What you have to do
From the records that follow, copy every line in which "rendered" appears.

Provided records
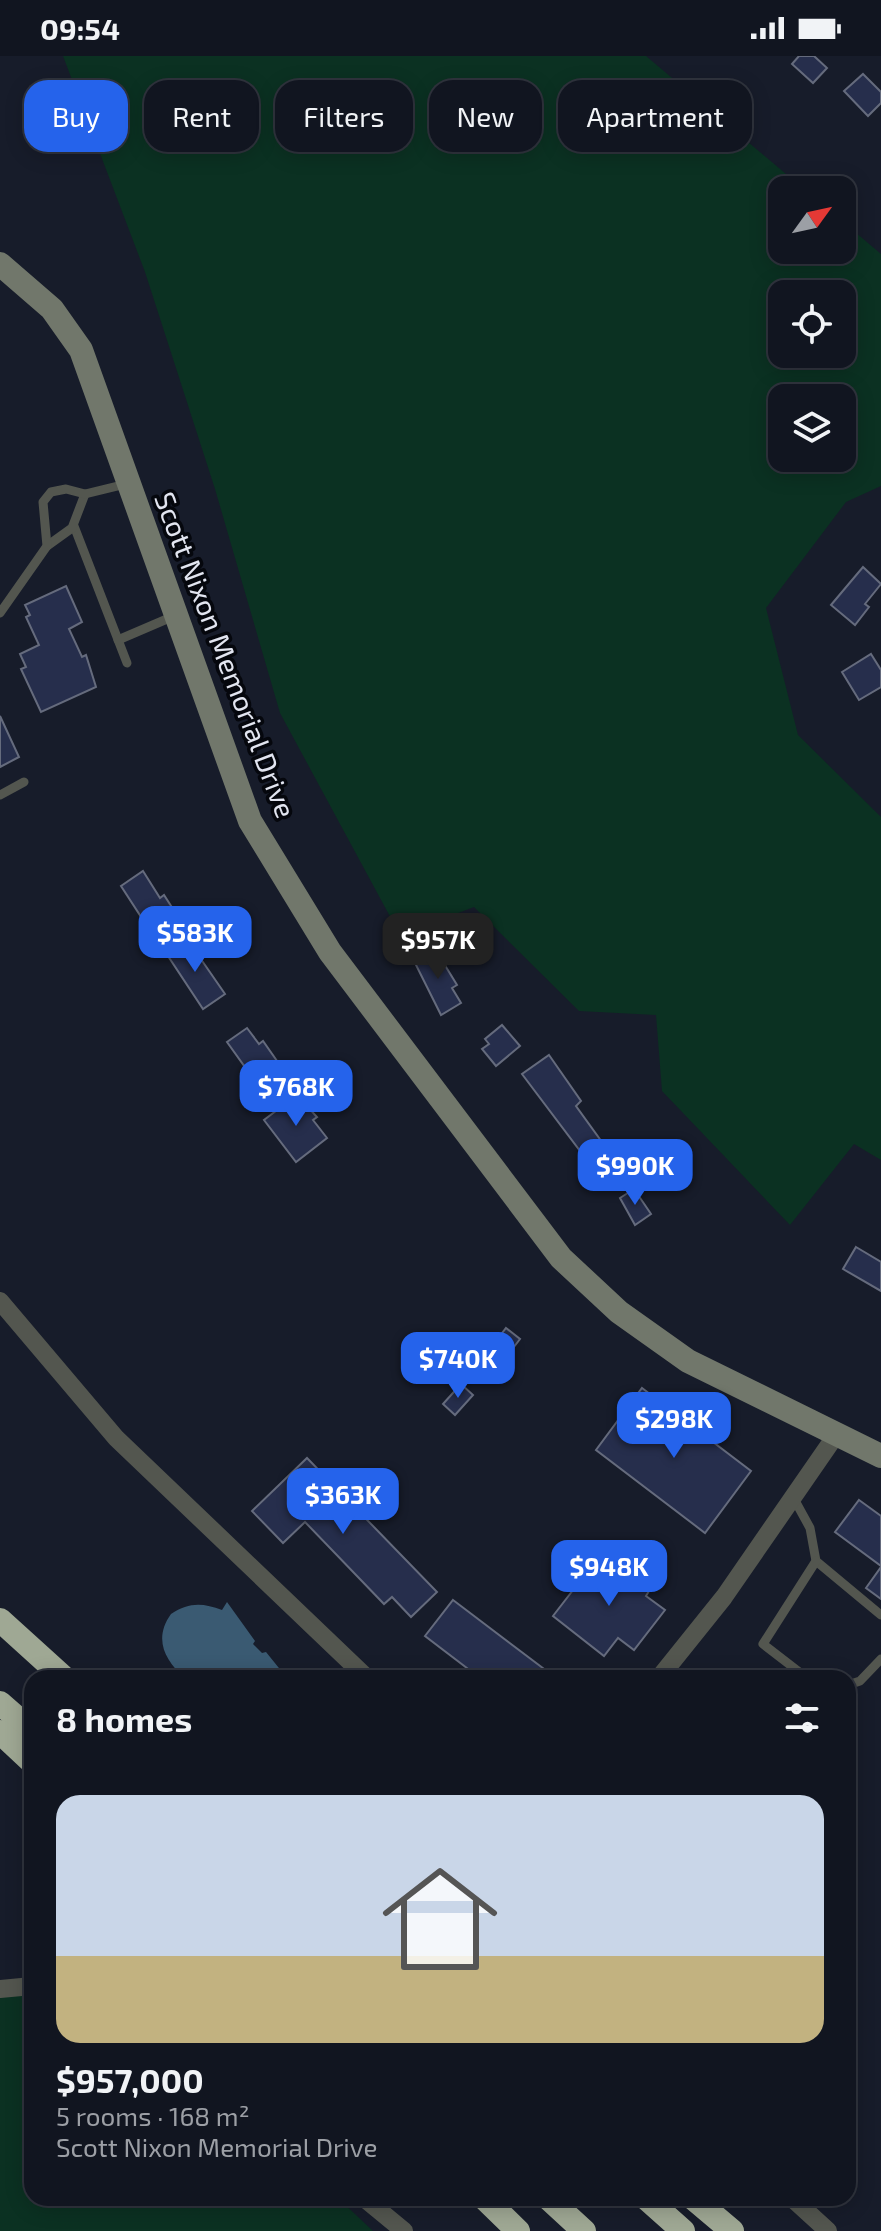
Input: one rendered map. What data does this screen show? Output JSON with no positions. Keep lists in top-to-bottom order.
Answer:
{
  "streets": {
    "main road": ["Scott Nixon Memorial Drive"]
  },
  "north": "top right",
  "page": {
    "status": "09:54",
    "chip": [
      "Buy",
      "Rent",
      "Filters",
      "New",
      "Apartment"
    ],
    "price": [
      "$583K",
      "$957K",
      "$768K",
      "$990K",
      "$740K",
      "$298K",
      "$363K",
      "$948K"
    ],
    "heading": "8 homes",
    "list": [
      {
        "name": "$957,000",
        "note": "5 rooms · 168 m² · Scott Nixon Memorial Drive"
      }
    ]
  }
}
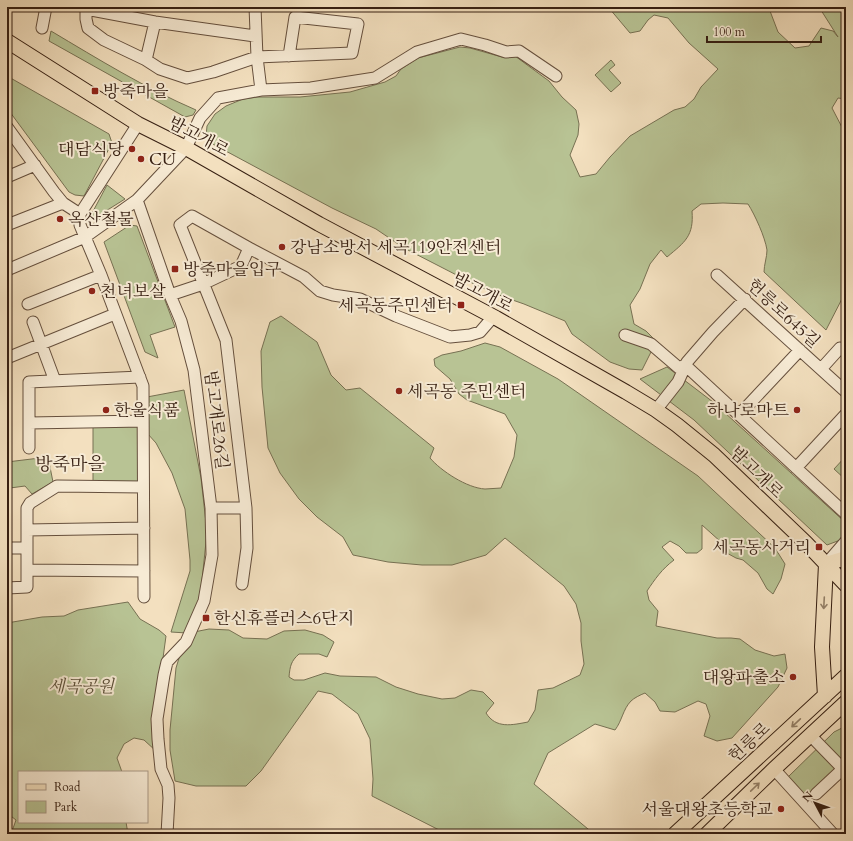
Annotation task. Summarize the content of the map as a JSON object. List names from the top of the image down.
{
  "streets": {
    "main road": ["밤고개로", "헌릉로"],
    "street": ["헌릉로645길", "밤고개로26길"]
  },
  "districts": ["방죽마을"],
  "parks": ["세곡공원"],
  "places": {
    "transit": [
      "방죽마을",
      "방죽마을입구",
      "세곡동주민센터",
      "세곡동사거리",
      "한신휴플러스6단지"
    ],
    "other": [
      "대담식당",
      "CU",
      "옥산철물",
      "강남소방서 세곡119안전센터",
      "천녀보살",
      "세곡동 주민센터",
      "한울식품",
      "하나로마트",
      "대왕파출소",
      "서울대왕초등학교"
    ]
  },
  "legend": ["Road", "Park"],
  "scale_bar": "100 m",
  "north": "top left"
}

==

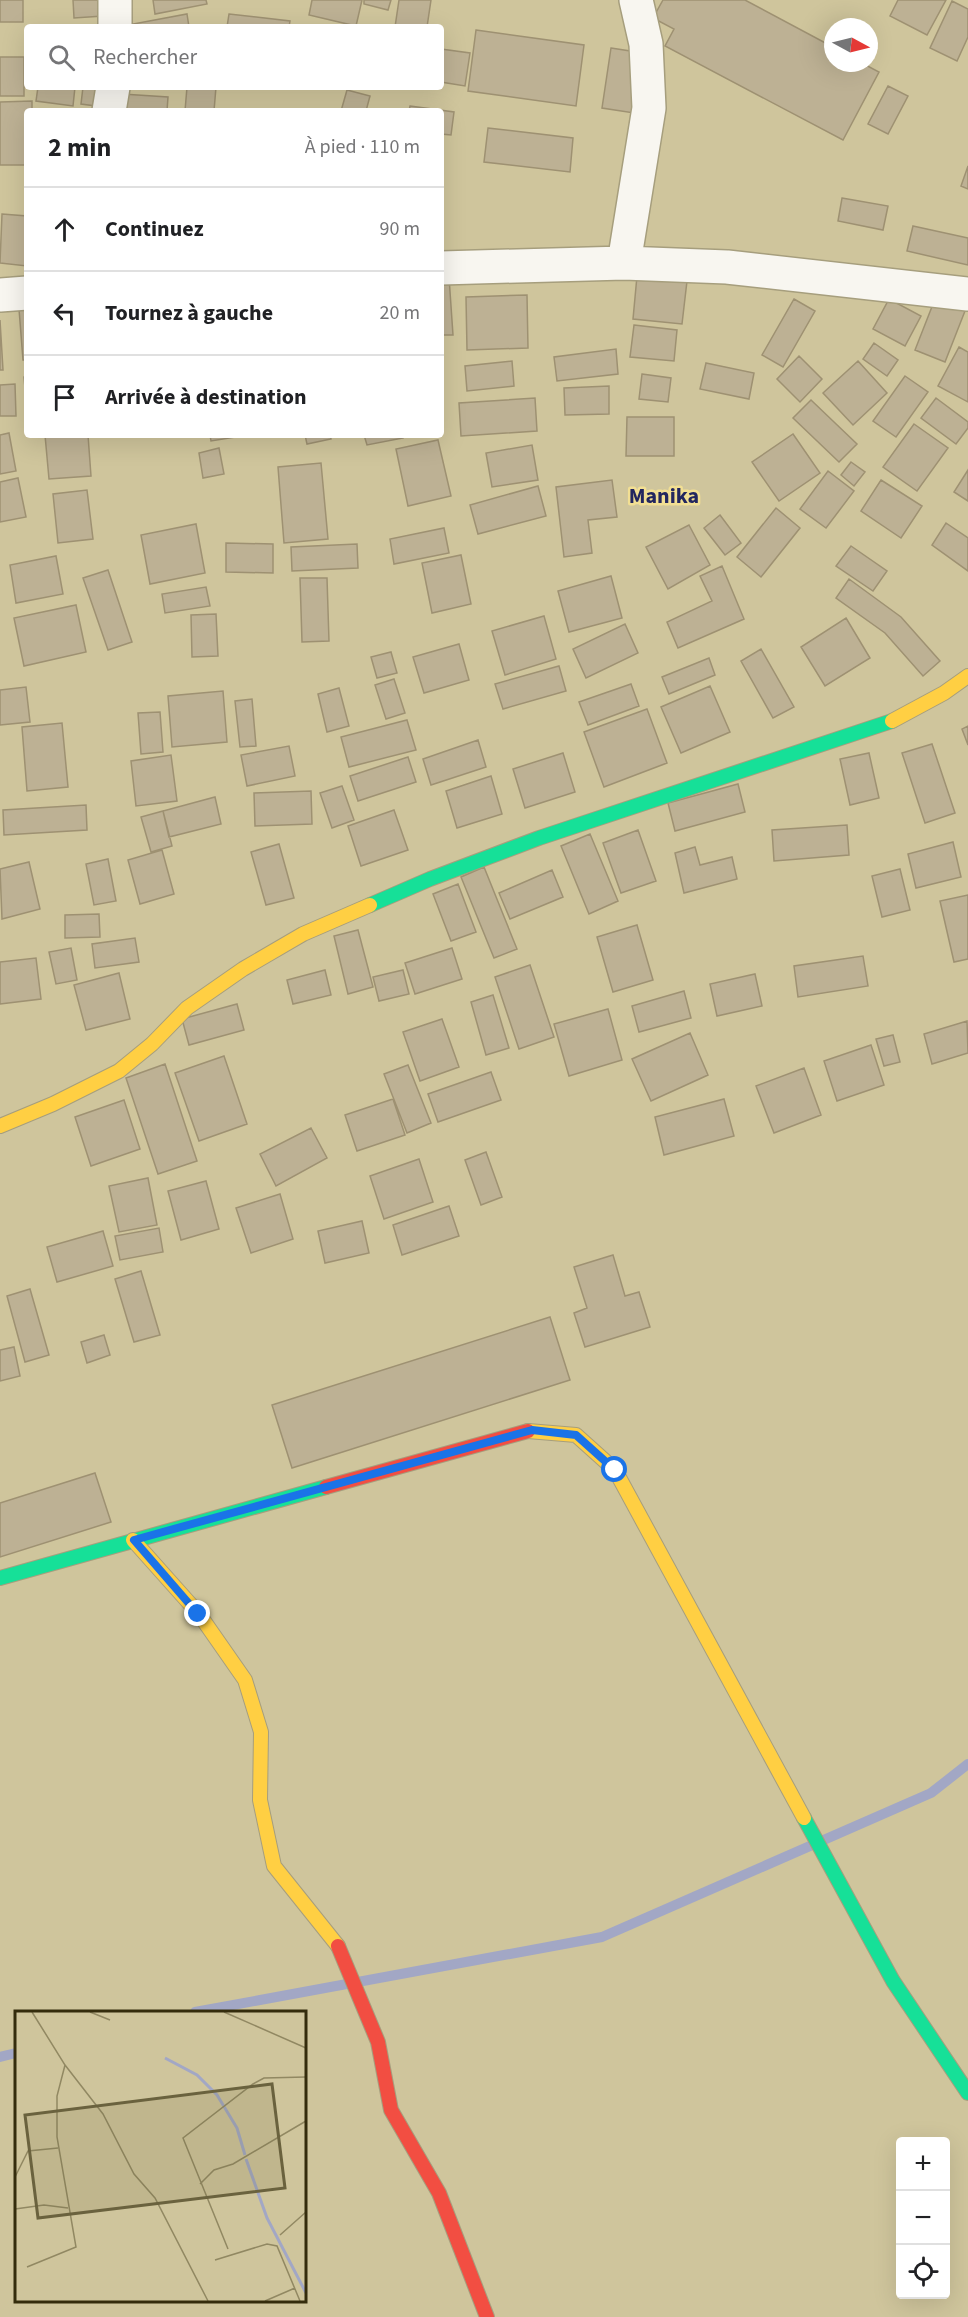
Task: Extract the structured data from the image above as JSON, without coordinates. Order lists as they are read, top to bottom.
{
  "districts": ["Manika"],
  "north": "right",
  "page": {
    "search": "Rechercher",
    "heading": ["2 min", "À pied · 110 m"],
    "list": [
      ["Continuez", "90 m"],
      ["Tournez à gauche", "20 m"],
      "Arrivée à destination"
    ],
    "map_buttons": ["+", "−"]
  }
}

==

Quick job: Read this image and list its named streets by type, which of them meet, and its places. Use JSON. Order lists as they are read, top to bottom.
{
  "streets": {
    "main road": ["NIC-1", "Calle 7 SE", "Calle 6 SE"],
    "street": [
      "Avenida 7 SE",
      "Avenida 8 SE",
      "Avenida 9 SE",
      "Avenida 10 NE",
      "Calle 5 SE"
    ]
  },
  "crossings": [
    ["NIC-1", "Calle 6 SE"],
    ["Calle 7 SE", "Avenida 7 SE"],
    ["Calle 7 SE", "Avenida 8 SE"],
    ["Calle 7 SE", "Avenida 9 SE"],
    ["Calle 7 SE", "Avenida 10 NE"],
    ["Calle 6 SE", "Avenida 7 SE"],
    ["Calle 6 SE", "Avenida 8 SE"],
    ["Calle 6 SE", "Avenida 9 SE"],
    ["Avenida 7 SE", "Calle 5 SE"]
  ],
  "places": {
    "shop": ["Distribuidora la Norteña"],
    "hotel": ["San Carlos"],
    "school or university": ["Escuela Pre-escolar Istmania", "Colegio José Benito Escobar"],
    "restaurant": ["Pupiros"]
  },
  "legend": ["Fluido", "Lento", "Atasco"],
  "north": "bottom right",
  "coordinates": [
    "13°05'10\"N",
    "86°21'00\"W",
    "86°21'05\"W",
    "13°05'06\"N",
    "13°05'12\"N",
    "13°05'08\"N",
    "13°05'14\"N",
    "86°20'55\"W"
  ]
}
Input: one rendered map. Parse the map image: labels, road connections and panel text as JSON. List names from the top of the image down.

Your response
Input: one rendered map. What data does this screen show? Output JSON with no positions. Keep lists in top-to-bottom order.
Input: one rendered map. Parse the map image: labels, road connections and panel text as JSON. List names from the top of the image down.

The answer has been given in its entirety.